═══ Input data ═══

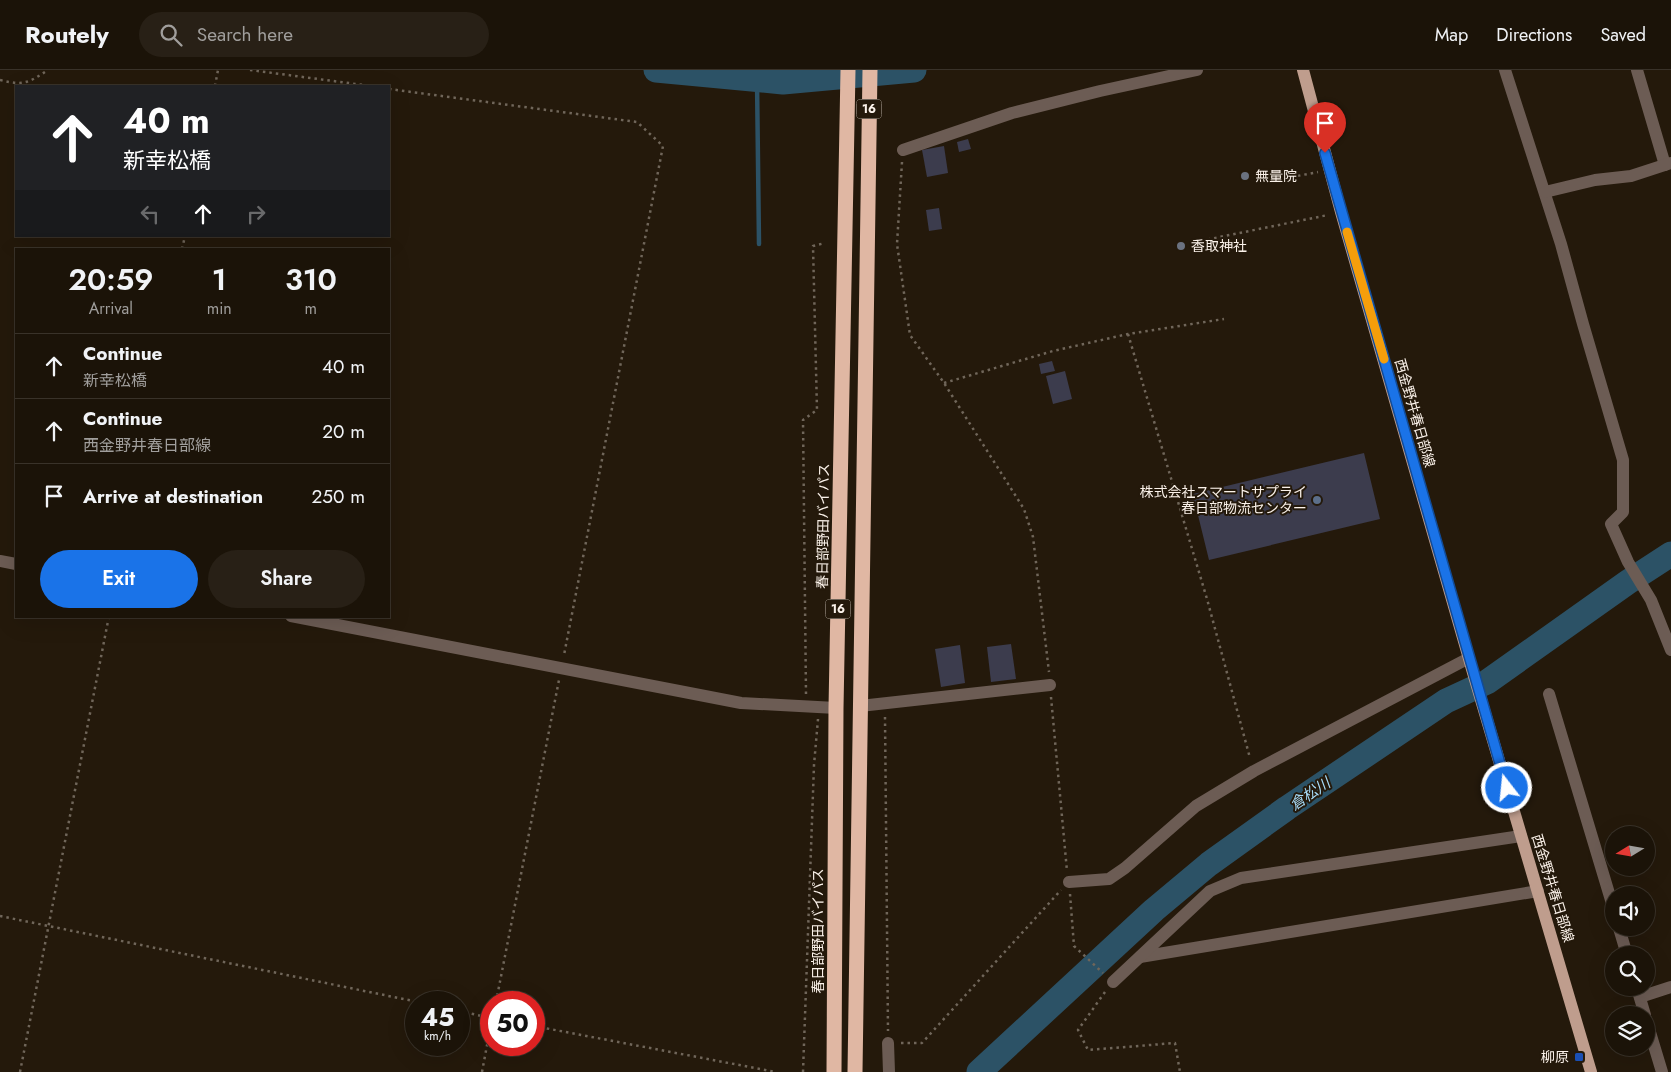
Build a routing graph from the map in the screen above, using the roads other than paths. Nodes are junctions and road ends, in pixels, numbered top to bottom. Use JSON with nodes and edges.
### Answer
{"nodes":[{"id":1,"x":848,"y":70,"type":"edge"},
{"id":2,"x":870,"y":70,"type":"edge"},
{"id":3,"x":1197,"y":70,"type":"edge"},
{"id":4,"x":1303,"y":70,"type":"edge"},
{"id":5,"x":1505,"y":70,"type":"edge"},
{"id":6,"x":1636,"y":70,"type":"edge"},
{"id":7,"x":903,"y":150,"type":"road end"},
{"id":8,"x":1668,"y":164,"type":"edge"},
{"id":9,"x":1544,"y":192,"type":"junction"},
{"id":10,"x":0,"y":560,"type":"edge"},
{"id":11,"x":15,"y":564,"type":"edge"},
{"id":12,"x":302,"y":618,"type":"edge"},
{"id":13,"x":1671,"y":650,"type":"edge"},
{"id":14,"x":1469,"y":658,"type":"junction"},
{"id":15,"x":1050,"y":685,"type":"road end"},
{"id":16,"x":1549,"y":694,"type":"dead end"},
{"id":17,"x":860,"y":706,"type":"junction"},
{"id":18,"x":836,"y":708,"type":"junction"},
{"id":19,"x":1521,"y":836,"type":"junction"},
{"id":20,"x":1068,"y":882,"type":"road end"},
{"id":21,"x":1607,"y":886,"type":"edge"},
{"id":22,"x":1538,"y":891,"type":"junction"},
{"id":23,"x":1140,"y":957,"type":"junction"},
{"id":24,"x":1112,"y":982,"type":"road end"},
{"id":25,"x":1671,"y":987,"type":"edge"},
{"id":26,"x":1655,"y":989,"type":"edge"},
{"id":27,"x":888,"y":1043,"type":"road end"},
{"id":28,"x":1655,"y":1049,"type":"edge"},
{"id":29,"x":834,"y":1072,"type":"edge"},
{"id":30,"x":855,"y":1072,"type":"edge"},
{"id":31,"x":889,"y":1072,"type":"edge"},
{"id":32,"x":1591,"y":1072,"type":"edge"},
{"id":33,"x":1662,"y":1072,"type":"edge"}],
"edges":[{"from":1,"to":18,"type":"highway","name":"春日部野田バイパス","number":"16"},
{"from":2,"to":17,"type":"highway","number":"16"},
{"from":3,"to":7,"type":"street"},
{"from":4,"to":14,"type":"main road","name":"西金野井春日部線"},
{"from":5,"to":9,"type":"street"},
{"from":6,"to":8,"type":"street"},
{"from":8,"to":9,"type":"street"},
{"from":9,"to":13,"type":"street"},
{"from":10,"to":11,"type":"street"},
{"from":12,"to":18,"type":"street"},
{"from":14,"to":19,"type":"main road","name":"西金野井春日部線"},
{"from":14,"to":20,"type":"street"},
{"from":15,"to":17,"type":"street"},
{"from":16,"to":21,"type":"street"},
{"from":17,"to":30,"type":"highway","number":"16"},
{"from":18,"to":29,"type":"highway","name":"春日部野田バイパス","number":"16"},
{"from":19,"to":22,"type":"main road","name":"西金野井春日部線"},
{"from":19,"to":23,"type":"street"},
{"from":22,"to":23,"type":"street"},
{"from":22,"to":32,"type":"main road","name":"西金野井春日部線"},
{"from":23,"to":24,"type":"street"},
{"from":25,"to":26,"type":"street"},
{"from":27,"to":31,"type":"street"},
{"from":28,"to":33,"type":"street"}]}
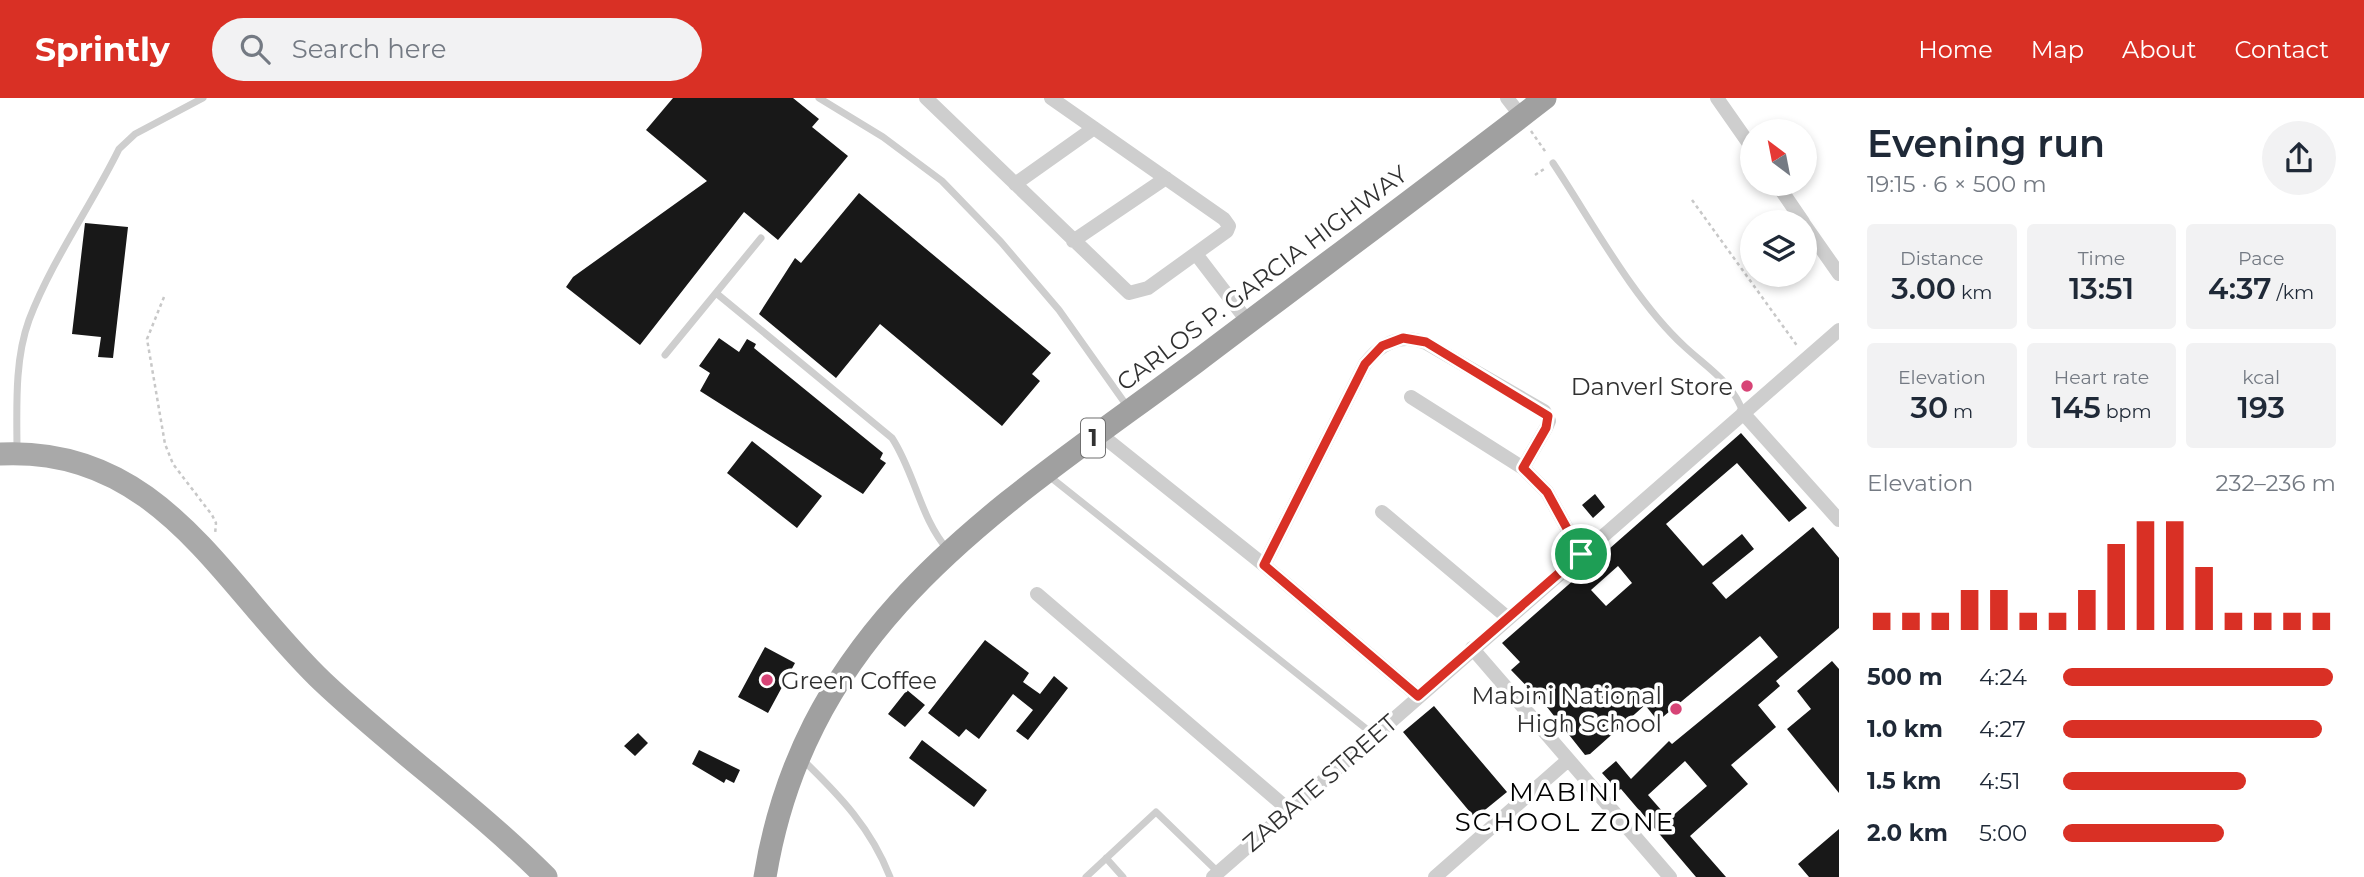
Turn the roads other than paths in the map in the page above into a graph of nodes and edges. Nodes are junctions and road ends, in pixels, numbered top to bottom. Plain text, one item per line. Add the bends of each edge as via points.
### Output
1 (203, 98) edge
2 (820, 98) edge
3 (926, 98) edge
4 (1051, 98) edge
5 (1507, 98) edge
6 (1545, 98) edge
7 (1717, 98) edge
8 (1521, 116) junction
9 (1094, 128) junction
10 (1740, 131) edge
11 (1553, 163) road end
12 (1166, 178) junction
13 (1015, 184) junction
14 (761, 238) dead end
15 (1073, 241) junction
16 (1817, 242) edge
17 (1196, 254) junction
18 (1839, 274) edge
19 (716, 293) junction
20 (1248, 322) junction
21 (1839, 330) edge
22 (665, 355) dead end
23 (1412, 397) dead end
24 (1130, 411) junction
25 (1743, 413) junction
26 (1100, 433) junction
27 (8, 453) edge
28 (1523, 468) junction
29 (1046, 474) junction
30 (1382, 512) dead end
31 (1839, 520) edge
32 (948, 550) junction
33 (1581, 554) junction
34 (1264, 565) junction
35 (1037, 594) dead end
36 (1507, 618) junction
37 (1472, 648) junction
38 (1418, 696) junction
39 (1374, 735) junction
40 (800, 757) junction
41 (1567, 761) junction
42 (1289, 810) junction
43 (1107, 858) junction
44 (1216, 874) edge
45 (1663, 874) edge
46 (546, 877) edge
47 (765, 877) edge
48 (890, 877) edge
49 (1086, 877) edge
50 (1123, 877) edge
51 (1436, 877) edge

1 - 27 lane via 135,134 119,149 54,267 29,321
2 - 24 lane via 942,181 1059,310
3 - 13 street
4 - 9 street
5 - 8 street
6 - 8 highway, CARLOS P. GARCIA HIGHWAY / 1
7 - 10 street
8 - 20 highway, CARLOS P. GARCIA HIGHWAY / 1
9 - 12 street
9 - 13 street
11 - 25 lane via 1649,307 1728,386
12 - 15 street
12 - 17 street via 1229,226
13 - 15 street
14 - 19 lane
15 - 17 street via 1121,288 1133,293 1148,288
16 - 18 street
17 - 20 street
19 - 22 lane
19 - 32 lane via 892,438 933,531
20 - 24 highway, CARLOS P. GARCIA HIGHWAY / 1
21 - 25 street, ZABATE STREET
23 - 28 street
24 - 26 highway, CARLOS P. GARCIA HIGHWAY / 1
25 - 31 street
25 - 33 street, ZABATE STREET
26 - 29 highway, CARLOS P. GARCIA HIGHWAY / 1
26 - 34 street
27 - 46 main road via 64,457 109,474 163,507 317,675
28 - 33 street via 1547,492
28 - 34 street via 1549,421 1544,411 1426,342 1392,341 1365,364
29 - 32 highway, CARLOS P. GARCIA HIGHWAY / 1
29 - 39 lane
30 - 36 street
32 - 40 highway, CARLOS P. GARCIA HIGHWAY / 1 via 863,644
33 - 36 street, ZABATE STREET
34 - 38 street
35 - 42 street
36 - 37 street, ZABATE STREET
37 - 38 street, ZABATE STREET
37 - 41 street
38 - 39 street, ZABATE STREET
39 - 42 street, ZABATE STREET
40 - 47 highway, CARLOS P. GARCIA HIGHWAY / 1
40 - 48 lane via 848,804 870,834
41 - 45 street
41 - 51 street
42 - 44 street, ZABATE STREET
43 - 44 lane via 1156,812
43 - 49 lane
43 - 50 lane

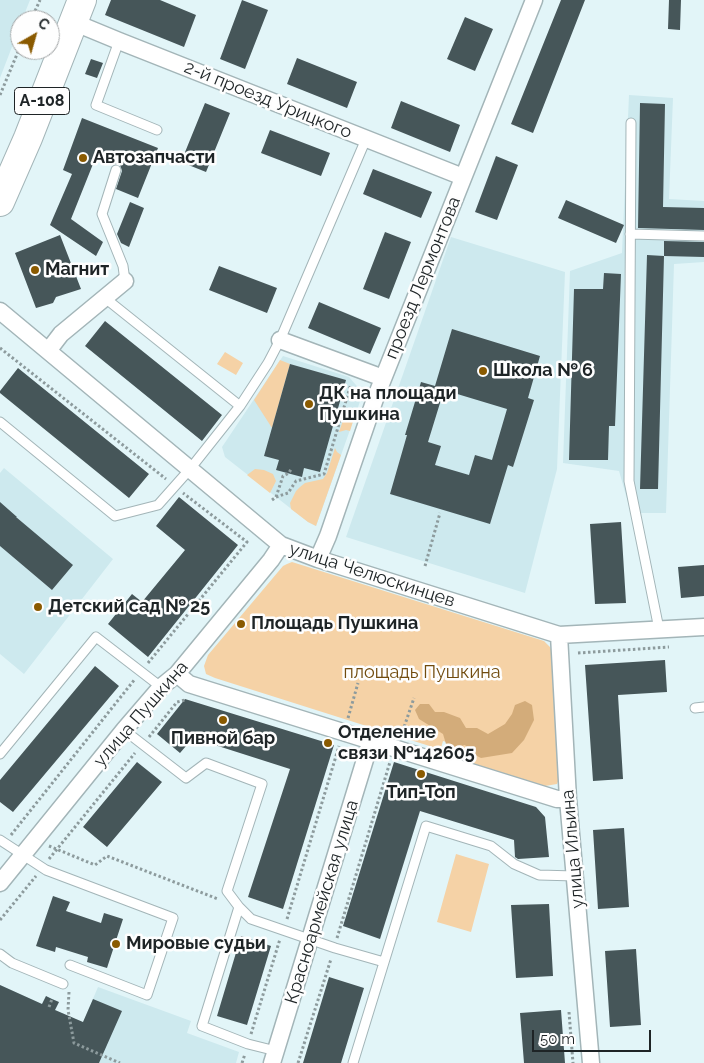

═══

| Task to carry out |
If a line in the entries contains "numbered", copy it.

| Task result |
Build a routing graph from the map in the screen above, using the roads other than paths. Nodes are junctions and road ends, in pixels, numbered top to bottom. Use JSON with nodes and edges.
Turn the roads other than paths in the map in the page above into a graph of nodes and edges. Nodes are junctions and road ends, in pixels, numbered top to bottom. Plain text, one item per line. Add the bends of each edge as via points.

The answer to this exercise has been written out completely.